Using the entries below, show all lines with the string "Benigno".

Records for processing: Begin

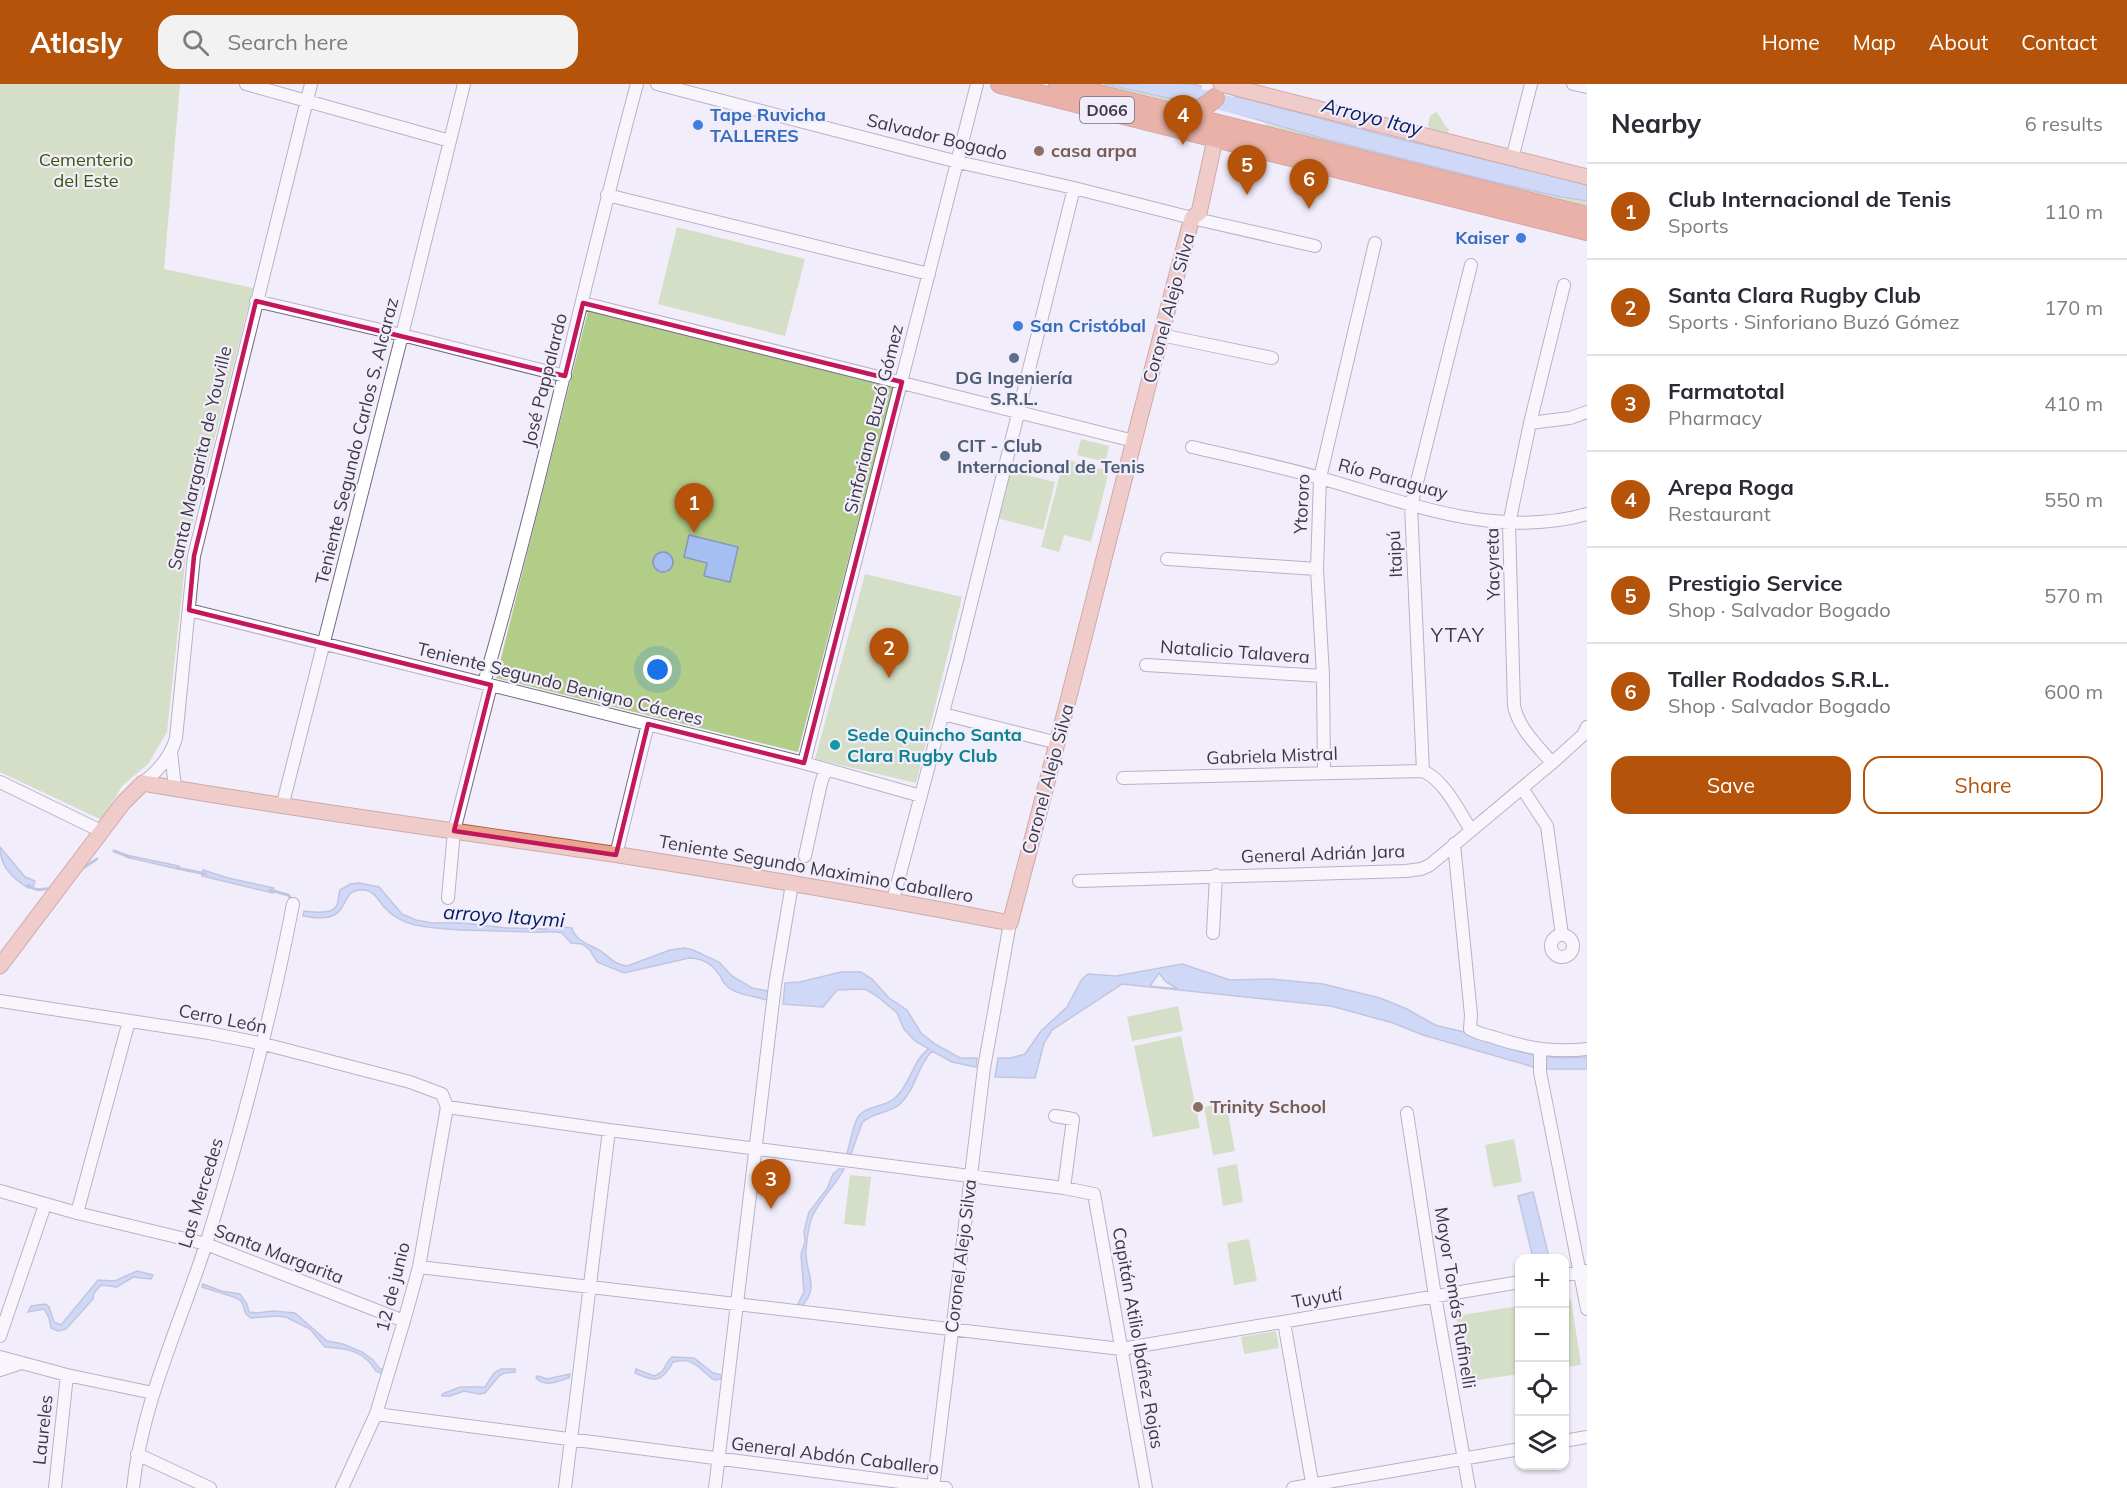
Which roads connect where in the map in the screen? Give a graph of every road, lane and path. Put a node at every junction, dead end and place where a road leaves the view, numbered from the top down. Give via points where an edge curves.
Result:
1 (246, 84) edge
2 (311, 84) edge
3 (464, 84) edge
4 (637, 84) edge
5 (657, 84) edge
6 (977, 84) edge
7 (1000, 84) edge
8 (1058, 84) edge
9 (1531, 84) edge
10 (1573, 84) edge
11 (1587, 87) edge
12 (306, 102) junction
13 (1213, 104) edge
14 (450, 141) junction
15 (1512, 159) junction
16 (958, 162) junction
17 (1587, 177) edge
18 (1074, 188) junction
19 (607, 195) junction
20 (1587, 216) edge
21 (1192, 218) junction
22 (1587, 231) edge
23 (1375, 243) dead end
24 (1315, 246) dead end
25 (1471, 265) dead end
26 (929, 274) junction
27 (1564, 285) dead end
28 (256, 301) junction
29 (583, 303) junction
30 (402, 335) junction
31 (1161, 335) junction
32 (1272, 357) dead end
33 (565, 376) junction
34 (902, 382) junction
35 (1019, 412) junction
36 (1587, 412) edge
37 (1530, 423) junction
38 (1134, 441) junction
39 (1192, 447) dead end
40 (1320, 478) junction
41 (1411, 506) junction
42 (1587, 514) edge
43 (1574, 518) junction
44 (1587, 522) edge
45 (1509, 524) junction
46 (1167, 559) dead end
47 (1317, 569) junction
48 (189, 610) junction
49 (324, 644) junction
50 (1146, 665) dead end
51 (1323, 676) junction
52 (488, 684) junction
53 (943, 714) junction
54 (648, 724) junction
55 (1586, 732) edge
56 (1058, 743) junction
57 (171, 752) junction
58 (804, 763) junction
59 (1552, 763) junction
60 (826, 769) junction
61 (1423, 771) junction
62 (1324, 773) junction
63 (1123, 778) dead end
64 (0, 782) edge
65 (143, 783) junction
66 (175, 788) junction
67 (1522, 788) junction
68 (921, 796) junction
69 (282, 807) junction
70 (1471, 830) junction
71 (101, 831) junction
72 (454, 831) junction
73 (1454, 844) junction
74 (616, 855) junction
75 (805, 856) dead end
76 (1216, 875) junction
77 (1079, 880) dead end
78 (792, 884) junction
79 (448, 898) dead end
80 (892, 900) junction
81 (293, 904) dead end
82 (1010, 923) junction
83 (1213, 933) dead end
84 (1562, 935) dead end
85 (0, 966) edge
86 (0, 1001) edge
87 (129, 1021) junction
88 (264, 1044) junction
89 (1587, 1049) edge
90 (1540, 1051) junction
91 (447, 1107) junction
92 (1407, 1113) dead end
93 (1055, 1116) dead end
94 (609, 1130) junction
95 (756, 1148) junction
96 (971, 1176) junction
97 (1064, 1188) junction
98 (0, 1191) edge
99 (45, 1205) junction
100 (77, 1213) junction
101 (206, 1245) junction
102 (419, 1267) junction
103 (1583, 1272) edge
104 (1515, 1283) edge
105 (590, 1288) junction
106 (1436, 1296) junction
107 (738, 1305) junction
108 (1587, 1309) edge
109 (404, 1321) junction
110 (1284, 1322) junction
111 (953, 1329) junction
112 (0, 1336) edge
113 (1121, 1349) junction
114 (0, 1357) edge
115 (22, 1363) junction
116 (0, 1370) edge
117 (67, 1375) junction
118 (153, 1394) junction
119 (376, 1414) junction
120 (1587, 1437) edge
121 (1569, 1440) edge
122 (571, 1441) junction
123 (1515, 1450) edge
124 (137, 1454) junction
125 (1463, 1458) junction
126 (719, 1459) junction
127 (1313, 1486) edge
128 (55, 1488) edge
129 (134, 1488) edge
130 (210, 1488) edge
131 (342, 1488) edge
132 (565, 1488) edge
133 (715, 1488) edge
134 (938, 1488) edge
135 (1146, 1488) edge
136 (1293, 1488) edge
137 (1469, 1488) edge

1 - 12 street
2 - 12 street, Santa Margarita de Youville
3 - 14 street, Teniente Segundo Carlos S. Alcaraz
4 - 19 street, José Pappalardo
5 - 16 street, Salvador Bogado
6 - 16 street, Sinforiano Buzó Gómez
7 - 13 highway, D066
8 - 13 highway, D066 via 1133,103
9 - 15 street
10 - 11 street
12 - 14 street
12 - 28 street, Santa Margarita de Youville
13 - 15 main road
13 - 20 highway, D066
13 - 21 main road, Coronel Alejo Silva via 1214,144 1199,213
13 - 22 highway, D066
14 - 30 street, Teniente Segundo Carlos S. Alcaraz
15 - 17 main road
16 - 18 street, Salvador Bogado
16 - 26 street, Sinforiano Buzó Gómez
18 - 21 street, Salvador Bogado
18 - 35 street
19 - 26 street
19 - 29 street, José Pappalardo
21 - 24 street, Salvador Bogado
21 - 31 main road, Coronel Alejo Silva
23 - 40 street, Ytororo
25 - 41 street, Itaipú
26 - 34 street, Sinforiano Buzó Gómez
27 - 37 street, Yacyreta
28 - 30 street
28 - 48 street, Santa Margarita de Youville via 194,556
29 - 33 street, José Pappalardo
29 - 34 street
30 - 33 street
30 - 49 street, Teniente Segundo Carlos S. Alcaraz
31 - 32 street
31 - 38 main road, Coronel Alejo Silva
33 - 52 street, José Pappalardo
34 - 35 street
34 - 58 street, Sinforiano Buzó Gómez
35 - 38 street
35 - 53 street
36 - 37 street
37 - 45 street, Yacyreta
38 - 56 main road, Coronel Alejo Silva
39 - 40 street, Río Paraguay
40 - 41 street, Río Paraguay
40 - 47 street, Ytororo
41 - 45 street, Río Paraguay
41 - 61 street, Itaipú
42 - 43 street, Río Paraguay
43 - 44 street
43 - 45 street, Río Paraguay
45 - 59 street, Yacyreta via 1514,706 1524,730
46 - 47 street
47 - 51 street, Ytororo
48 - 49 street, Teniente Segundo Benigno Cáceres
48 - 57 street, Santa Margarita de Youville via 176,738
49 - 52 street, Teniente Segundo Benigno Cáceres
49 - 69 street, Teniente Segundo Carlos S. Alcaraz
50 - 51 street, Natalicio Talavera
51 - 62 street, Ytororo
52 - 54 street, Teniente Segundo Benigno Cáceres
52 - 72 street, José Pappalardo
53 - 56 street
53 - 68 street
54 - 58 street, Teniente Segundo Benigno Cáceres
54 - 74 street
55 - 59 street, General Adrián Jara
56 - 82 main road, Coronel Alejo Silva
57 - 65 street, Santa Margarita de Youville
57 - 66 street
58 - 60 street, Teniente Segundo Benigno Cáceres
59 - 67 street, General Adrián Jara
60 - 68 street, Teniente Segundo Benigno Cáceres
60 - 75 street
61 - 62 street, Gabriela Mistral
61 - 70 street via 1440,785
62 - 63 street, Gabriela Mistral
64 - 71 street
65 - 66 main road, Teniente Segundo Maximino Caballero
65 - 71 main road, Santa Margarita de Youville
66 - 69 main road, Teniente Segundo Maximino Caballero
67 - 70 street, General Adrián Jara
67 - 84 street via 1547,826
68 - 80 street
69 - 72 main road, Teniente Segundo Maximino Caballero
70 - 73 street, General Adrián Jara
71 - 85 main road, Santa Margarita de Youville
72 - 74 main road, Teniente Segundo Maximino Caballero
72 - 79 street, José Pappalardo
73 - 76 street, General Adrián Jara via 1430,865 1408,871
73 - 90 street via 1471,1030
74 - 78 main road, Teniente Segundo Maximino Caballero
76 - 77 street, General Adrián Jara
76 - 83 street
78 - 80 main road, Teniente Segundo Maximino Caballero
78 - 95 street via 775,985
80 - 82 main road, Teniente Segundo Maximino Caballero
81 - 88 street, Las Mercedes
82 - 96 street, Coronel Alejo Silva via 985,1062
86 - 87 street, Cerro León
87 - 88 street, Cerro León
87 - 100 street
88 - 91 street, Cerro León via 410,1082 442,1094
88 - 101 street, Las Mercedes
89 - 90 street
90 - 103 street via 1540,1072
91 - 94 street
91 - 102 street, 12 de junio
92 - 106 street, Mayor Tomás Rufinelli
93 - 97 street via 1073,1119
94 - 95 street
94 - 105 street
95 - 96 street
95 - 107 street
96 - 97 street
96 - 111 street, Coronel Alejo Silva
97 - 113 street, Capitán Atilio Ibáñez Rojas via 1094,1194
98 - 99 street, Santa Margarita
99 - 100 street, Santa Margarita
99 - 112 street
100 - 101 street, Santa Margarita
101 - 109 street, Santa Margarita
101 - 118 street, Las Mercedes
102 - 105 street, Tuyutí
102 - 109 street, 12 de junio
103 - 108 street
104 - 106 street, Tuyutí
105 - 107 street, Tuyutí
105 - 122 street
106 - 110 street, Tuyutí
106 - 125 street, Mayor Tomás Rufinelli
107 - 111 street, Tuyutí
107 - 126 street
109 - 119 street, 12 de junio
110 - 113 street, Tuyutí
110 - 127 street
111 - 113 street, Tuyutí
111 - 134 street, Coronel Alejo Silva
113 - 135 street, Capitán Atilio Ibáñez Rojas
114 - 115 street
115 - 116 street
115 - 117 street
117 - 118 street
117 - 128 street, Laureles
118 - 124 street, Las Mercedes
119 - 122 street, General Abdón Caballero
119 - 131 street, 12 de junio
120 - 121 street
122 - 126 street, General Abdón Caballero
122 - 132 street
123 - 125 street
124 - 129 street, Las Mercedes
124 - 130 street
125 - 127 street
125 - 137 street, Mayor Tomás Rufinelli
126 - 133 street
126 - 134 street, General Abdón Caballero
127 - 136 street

Records for processing: End

→ Reply to the exercise
48 - 49 street, Teniente Segundo Benigno Cáceres
49 - 52 street, Teniente Segundo Benigno Cáceres
52 - 54 street, Teniente Segundo Benigno Cáceres
54 - 58 street, Teniente Segundo Benigno Cáceres
58 - 60 street, Teniente Segundo Benigno Cáceres
60 - 68 street, Teniente Segundo Benigno Cáceres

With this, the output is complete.